ABOUT THIS TASK: Word for word, copy out the data below, omitting pictures.
[WORKING DATA — start]
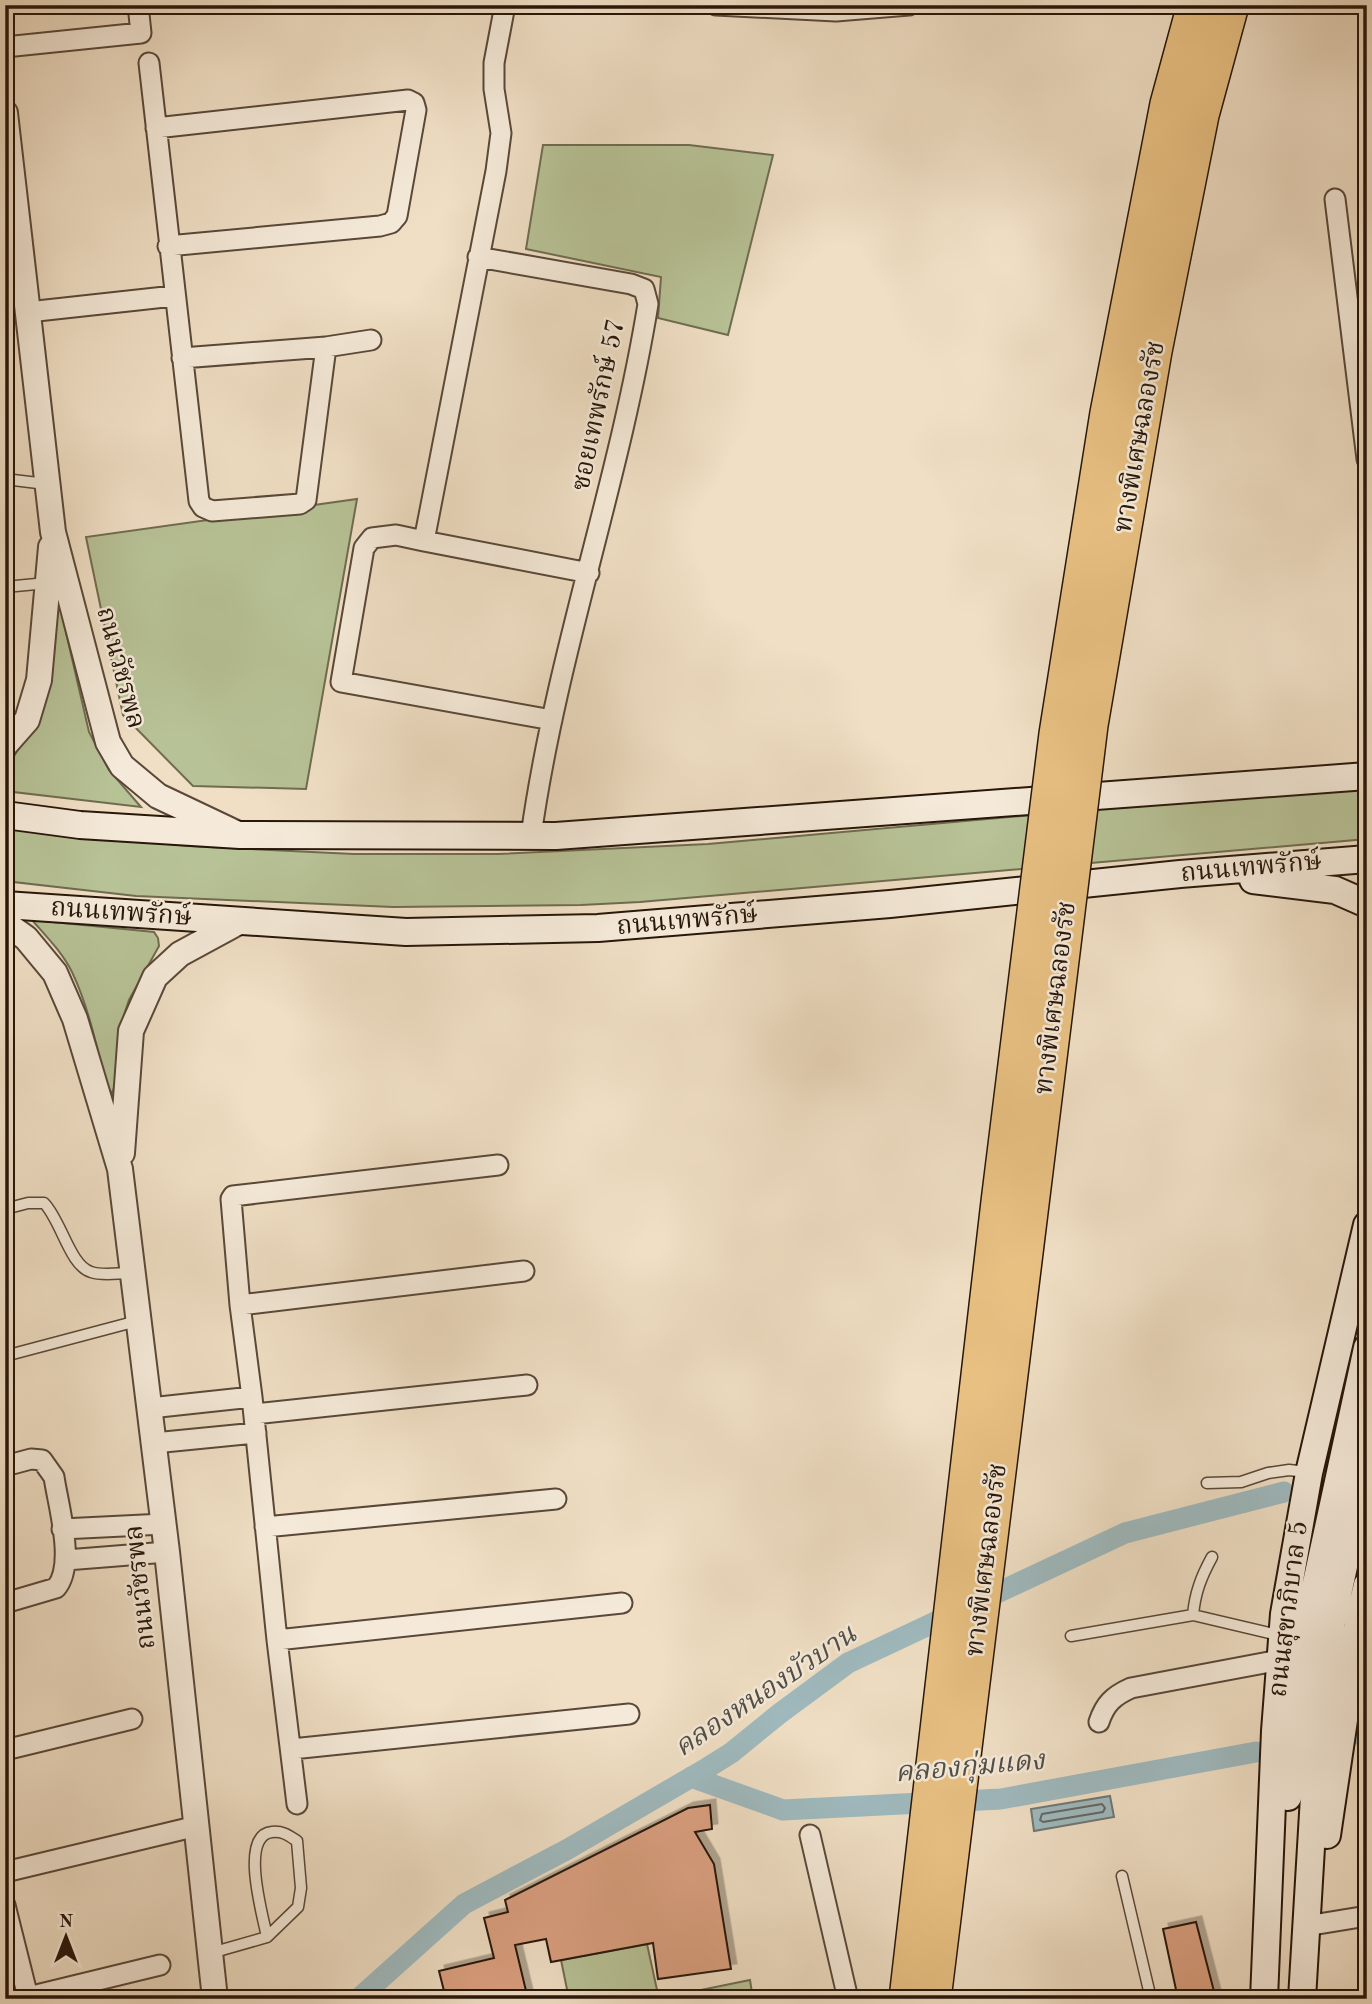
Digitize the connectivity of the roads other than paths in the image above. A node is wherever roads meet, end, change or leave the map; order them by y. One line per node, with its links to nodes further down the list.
1 (138, 5): 7 (street)
2 (505, 5): 14 (street)
3 (716, 5): 4 (street)
4 (909, 5)
5 (1195, 5): 96 (highway, ทางพิเศษฉลองรัช, bridge)
6 (1231, 5): 97 (highway, ทางพิเศษฉลองรัช, bridge)
7 (5, 47)
8 (149, 63): 10 (street)
9 (5, 113): 12 (street, ถนนวัชรพล)
10 (156, 128): 13 (street); 13 (street)
11 (1335, 199): 20 (street)
12 (11, 217): 16 (street, ถนนวัชรพล)
13 (169, 246): 15 (street)
14 (478, 257): 24 (street); 25 (street, ซอยเทพรักษ์ 57)
15 (174, 296): 16 (street); 19 (street)
16 (28, 312): 22 (street, ถนนวัชรพล)
17 (371, 340): 18 (street)
18 (326, 347): 19 (street); 19 (street)
19 (182, 358)
20 (1367, 459)
21 (5, 479): 22 (lane)
22 (49, 485): 23 (street, ถนนวัชรพล)
23 (53, 532): 26 (street, ถนนวัชรพล); 34 (street, ถนนวัชรพล)
24 (424, 541): 25 (street); 28 (street)
25 (589, 573): 28 (street, ซอยเทพรักษ์ 57)
26 (47, 583): 27 (lane); 29 (street, ถนนวัชรพล)
27 (5, 587)
28 (552, 720): 35 (street, ซอยเทพรักษ์ 57)
29 (5, 745)
30 (1367, 757): 32 (main road)
31 (1367, 776): 32 (main road)
32 (1179, 789): 35 (main road)
33 (5, 815): 34 (main road)
34 (240, 835): 35 (main road)
35 (531, 836)
36 (1367, 859): 37 (main road, ถนนเทพรักษ์)
37 (1180, 874): 38 (main road); 40 (main road, ถนนเทพรักษ์)
38 (1367, 904)
39 (5, 905): 40 (main road, ถนนเทพรักษ์)
40 (239, 922): 43 (street, ถนนวัชรพล)
41 (5, 923): 43 (street, ถนนวัชรพล)
42 (498, 1165): 48 (street)
43 (120, 1169): 47 (street, ถนนวัชรพล)
44 (5, 1209): 47 (lane)
45 (1367, 1225): 58 (main road, ถนนสุขาภิบาล 5)
46 (524, 1270): 48 (street)
47 (134, 1273): 49 (street, ถนนวัชรพล)
48 (240, 1305): 54 (street)
49 (140, 1320): 51 (lane); 53 (street, ถนนวัชรพล)
50 (1367, 1348): 79 (main road, ถนนสุขาภิบาล 5)
51 (5, 1356)
52 (527, 1385): 54 (street)
53 (150, 1408): 54 (street); 55 (street, ถนนวัชรพล)
54 (254, 1415): 55 (street); 62 (street)
55 (154, 1443): 61 (street, ถนนวัชรพล)
56 (1367, 1460): 79 (main road, ถนนสุขาภิบาล 5)
57 (5, 1466): 63 (street)
58 (1309, 1473): 59 (lane); 74 (main road, ถนนสุขาภิบาล 5)
59 (1208, 1483)
60 (556, 1499): 62 (street)
61 (164, 1524): 63 (street); 64 (street, ถนนวัชรพล)
62 (265, 1527): 73 (street)
63 (62, 1529): 66 (street)
64 (167, 1552): 66 (street); 83 (street, ถนนวัชรพล)
65 (1212, 1557): 70 (lane)
66 (65, 1560): 69 (street)
67 (1367, 1585): 71 (main road, ถนนสุขาภิบาล 5)
68 (622, 1603): 73 (street)
69 (5, 1604)
70 (1194, 1615): 72 (lane); 74 (lane)
71 (1363, 1618): 75 (main road, ถนนสุขาภิบาล 5)
72 (1072, 1636)
73 (277, 1640): 80 (street)
74 (1281, 1648): 78 (street); 99 (main road, ถนนสุขาภิบาล 5)
75 (1360, 1664): 89 (main road, ถนนสุขาภิบาล 5)
76 (629, 1714): 80 (street)
77 (132, 1719): 81 (street)
78 (1099, 1722)
79 (1306, 1743): 89 (main road, ถนนสุขาภิบาล 5); 99 (main road, ถนนสุขาภิบาล 5)
80 (292, 1749): 82 (street)
81 (5, 1750)
82 (297, 1804)
83 (197, 1826): 85 (street); 91 (street, ถนนวัชรพล)
84 (810, 1835): 95 (street)
85 (5, 1872)
86 (1122, 1876): 98 (lane)
87 (5, 1905): 93 (street)
88 (1367, 1916): 89 (street)
89 (1310, 1926): 100 (main road, ถนนสุขาภิบาล 5)
90 (267, 1937): 90 (lane); 91 (lane)
91 (210, 1953): 94 (street, ถนนวัชรพล)
92 (160, 1965): 93 (street)
93 (24, 1998)
94 (215, 1999)
95 (848, 1999)
96 (907, 1999)
97 (933, 1999)
98 (1152, 1999)
99 (1264, 1999)
100 (1302, 1999)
[WORKING DATA — finish]
OUTPUT FOR THIS TASK:
Digitize the connectivity of the roads other than paths in the image above. A node is wherever roads meet, end, change or leave the map; order them by y. One line per node, with its links to nodes further down the list.
1 (138, 5): 7 (street)
2 (505, 5): 14 (street)
3 (716, 5): 4 (street)
4 (909, 5)
5 (1195, 5): 96 (highway, ทางพิเศษฉลองรัช, bridge)
6 (1231, 5): 97 (highway, ทางพิเศษฉลองรัช, bridge)
7 (5, 47)
8 (149, 63): 10 (street)
9 (5, 113): 12 (street, ถนนวัชรพล)
10 (156, 128): 13 (street); 13 (street)
11 (1335, 199): 20 (street)
12 (11, 217): 16 (street, ถนนวัชรพล)
13 (169, 246): 15 (street)
14 (478, 257): 24 (street); 25 (street, ซอยเทพรักษ์ 57)
15 (174, 296): 16 (street); 19 (street)
16 (28, 312): 22 (street, ถนนวัชรพล)
17 (371, 340): 18 (street)
18 (326, 347): 19 (street); 19 (street)
19 (182, 358)
20 (1367, 459)
21 (5, 479): 22 (lane)
22 (49, 485): 23 (street, ถนนวัชรพล)
23 (53, 532): 26 (street, ถนนวัชรพล); 34 (street, ถนนวัชรพล)
24 (424, 541): 25 (street); 28 (street)
25 (589, 573): 28 (street, ซอยเทพรักษ์ 57)
26 (47, 583): 27 (lane); 29 (street, ถนนวัชรพล)
27 (5, 587)
28 (552, 720): 35 (street, ซอยเทพรักษ์ 57)
29 (5, 745)
30 (1367, 757): 32 (main road)
31 (1367, 776): 32 (main road)
32 (1179, 789): 35 (main road)
33 (5, 815): 34 (main road)
34 (240, 835): 35 (main road)
35 (531, 836)
36 (1367, 859): 37 (main road, ถนนเทพรักษ์)
37 (1180, 874): 38 (main road); 40 (main road, ถนนเทพรักษ์)
38 (1367, 904)
39 (5, 905): 40 (main road, ถนนเทพรักษ์)
40 (239, 922): 43 (street, ถนนวัชรพล)
41 (5, 923): 43 (street, ถนนวัชรพล)
42 (498, 1165): 48 (street)
43 (120, 1169): 47 (street, ถนนวัชรพล)
44 (5, 1209): 47 (lane)
45 (1367, 1225): 58 (main road, ถนนสุขาภิบาล 5)
46 (524, 1270): 48 (street)
47 (134, 1273): 49 (street, ถนนวัชรพล)
48 (240, 1305): 54 (street)
49 (140, 1320): 51 (lane); 53 (street, ถนนวัชรพล)
50 (1367, 1348): 79 (main road, ถนนสุขาภิบาล 5)
51 (5, 1356)
52 (527, 1385): 54 (street)
53 (150, 1408): 54 (street); 55 (street, ถนนวัชรพล)
54 (254, 1415): 55 (street); 62 (street)
55 (154, 1443): 61 (street, ถนนวัชรพล)
56 (1367, 1460): 79 (main road, ถนนสุขาภิบาล 5)
57 (5, 1466): 63 (street)
58 (1309, 1473): 59 (lane); 74 (main road, ถนนสุขาภิบาล 5)
59 (1208, 1483)
60 (556, 1499): 62 (street)
61 (164, 1524): 63 (street); 64 (street, ถนนวัชรพล)
62 (265, 1527): 73 (street)
63 (62, 1529): 66 (street)
64 (167, 1552): 66 (street); 83 (street, ถนนวัชรพล)
65 (1212, 1557): 70 (lane)
66 (65, 1560): 69 (street)
67 (1367, 1585): 71 (main road, ถนนสุขาภิบาล 5)
68 (622, 1603): 73 (street)
69 (5, 1604)
70 (1194, 1615): 72 (lane); 74 (lane)
71 (1363, 1618): 75 (main road, ถนนสุขาภิบาล 5)
72 (1072, 1636)
73 (277, 1640): 80 (street)
74 (1281, 1648): 78 (street); 99 (main road, ถนนสุขาภิบาล 5)
75 (1360, 1664): 89 (main road, ถนนสุขาภิบาล 5)
76 (629, 1714): 80 (street)
77 (132, 1719): 81 (street)
78 (1099, 1722)
79 (1306, 1743): 89 (main road, ถนนสุขาภิบาล 5); 99 (main road, ถนนสุขาภิบาล 5)
80 (292, 1749): 82 (street)
81 (5, 1750)
82 (297, 1804)
83 (197, 1826): 85 (street); 91 (street, ถนนวัชรพล)
84 (810, 1835): 95 (street)
85 (5, 1872)
86 (1122, 1876): 98 (lane)
87 (5, 1905): 93 (street)
88 (1367, 1916): 89 (street)
89 (1310, 1926): 100 (main road, ถนนสุขาภิบาล 5)
90 (267, 1937): 90 (lane); 91 (lane)
91 (210, 1953): 94 (street, ถนนวัชรพล)
92 (160, 1965): 93 (street)
93 (24, 1998)
94 (215, 1999)
95 (848, 1999)
96 (907, 1999)
97 (933, 1999)
98 (1152, 1999)
99 (1264, 1999)
100 (1302, 1999)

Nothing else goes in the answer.